Following my bloglist here at ADU, I think you and I could be forgiven for thinking that the one question we do not ask ourselves in the Anglican world is about God's power to change, challenge, and transform us! We seem more interested in the politics of the church, that is, in how we can organise ourselves to our own or others' advantage. We might, it is imputed, be thinking of suing the church for having been cast aside as a bishop. We might be entangled on one side or another of a long-drawn out process of suing one another over property. We might be trying to rev up one another in respect of belonging to a political group or committee, or, for that matter, trying to sidle away from such responsibility.
From a human perspective there are good and worthy arguments for working on these matters in a political manner. There have been upsets, hurts, deprivations: what to do to obtain remedy?
But what about the divine perspective? What is God saying to us about a godly manner of responding to difficulties within the life of the church? Might God be chiding us to seek his power at work in the church so his glory might be seen in the church?
In the end, I do not think one person will be won to Christ if someone becomes a bishop by judicial challenge, or a property is retained or obtained by recourse to the courts. We need God's power to work among us powerfully.
Peter, despite the title of this thread seeming to be about 'right worship' versus what you have called 'Churchianity'; you have included within it a link and a reference to the news that Dean Geoffrey John has threatened to sue the Church of England.
On this subject, I have just posted an article on 'kiwianglo' written in 'The Independent' by Chris Bryant, who sees the Church of England as being deceitful in it's treatment of Geoffrey John. I tend to agree with his view.
However, on your substantive theme, I do believe that one of the reasons the Church is not gaining too many coverts at this time is that so many of our churches are so concerned with ritual purity, that they seem to have forgotten the important fact that 'Jesus Christ came into this world to Save Sinners - that's all people - us Christians as well.
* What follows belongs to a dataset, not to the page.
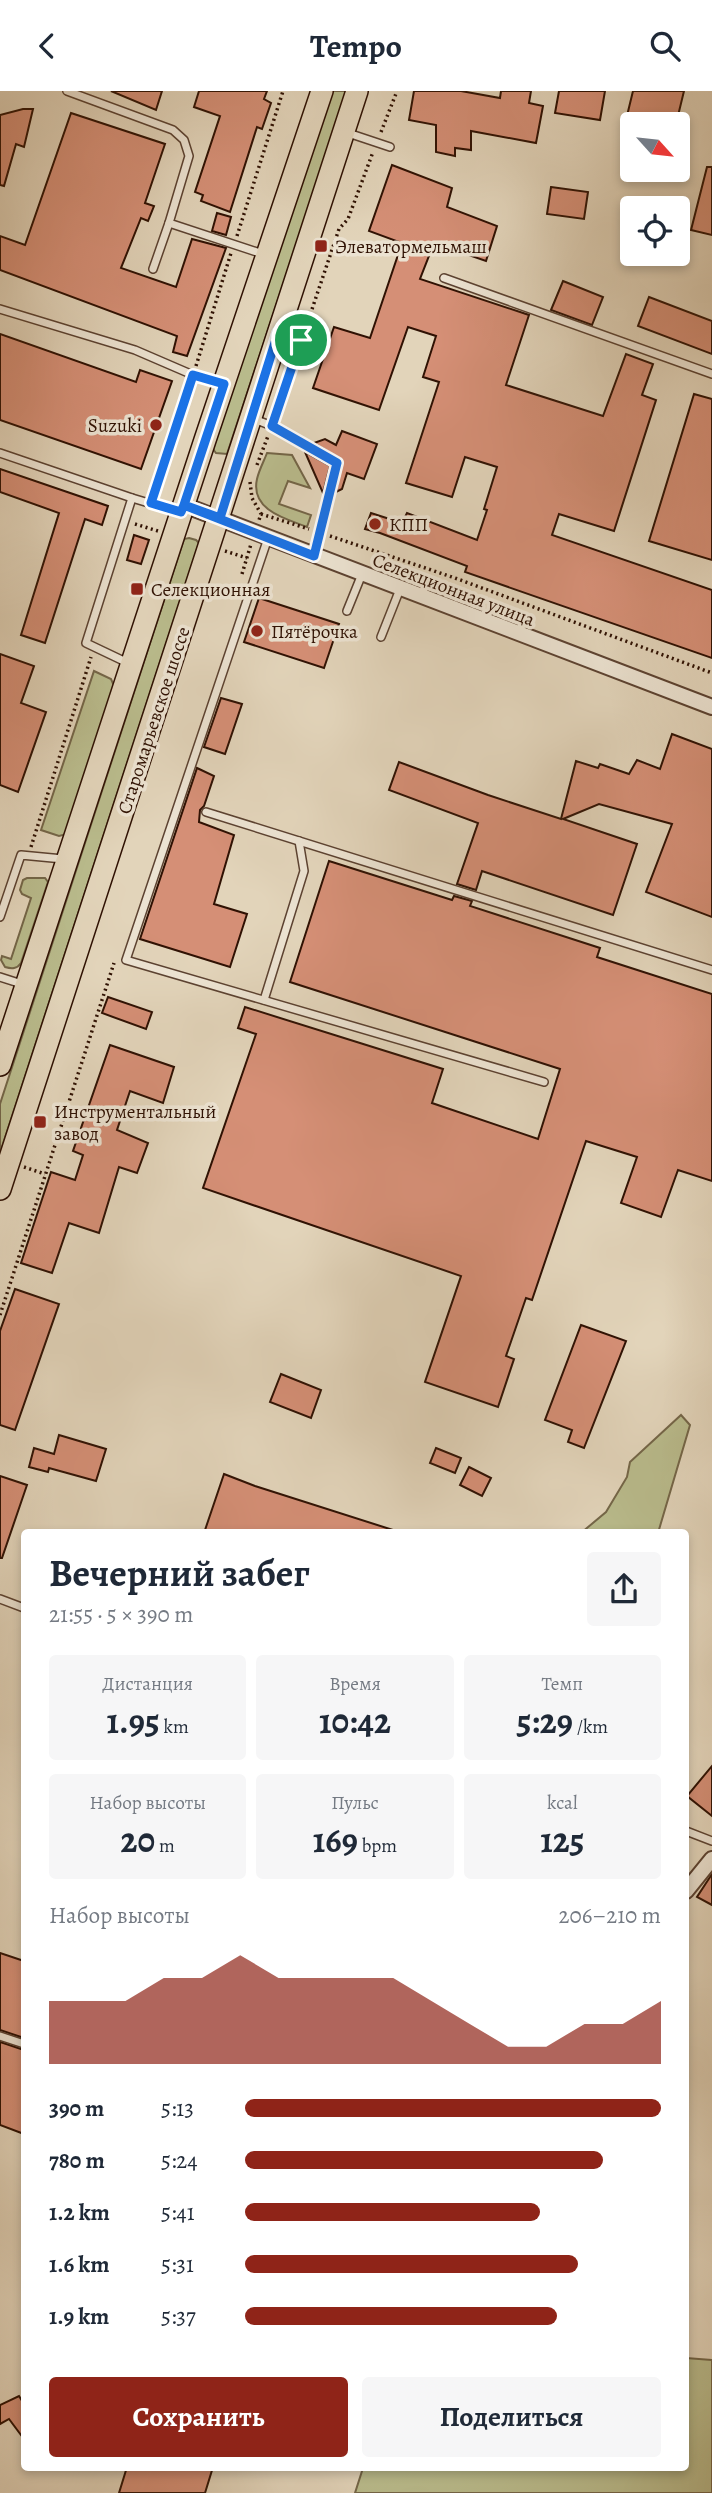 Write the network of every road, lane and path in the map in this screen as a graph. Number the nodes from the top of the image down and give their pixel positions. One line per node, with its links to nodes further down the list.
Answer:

Sometimes the Church is so hypocritical on matters of gender and sexuality - forgetting that the writers of the Scriptures had very little idea of the extent of sexual diversity in human beings - that young people, especially, can no longer bother with teachings that are out of date with reality.
The hypocrisy that has become evident in the Geoffrey John case in England - where it is well-known that there are many clergy - even bishops - who are homosexual - simply puts the Church at risk of being deemed irrelevant, not only to those who happen to be L.G.B. ot T. in their sexual-orientation, but also the many Christians who are either related to them or who support them 'as they are'. They are not 'self-willed' or perverse in their sexuality, but human beings made in God's Image.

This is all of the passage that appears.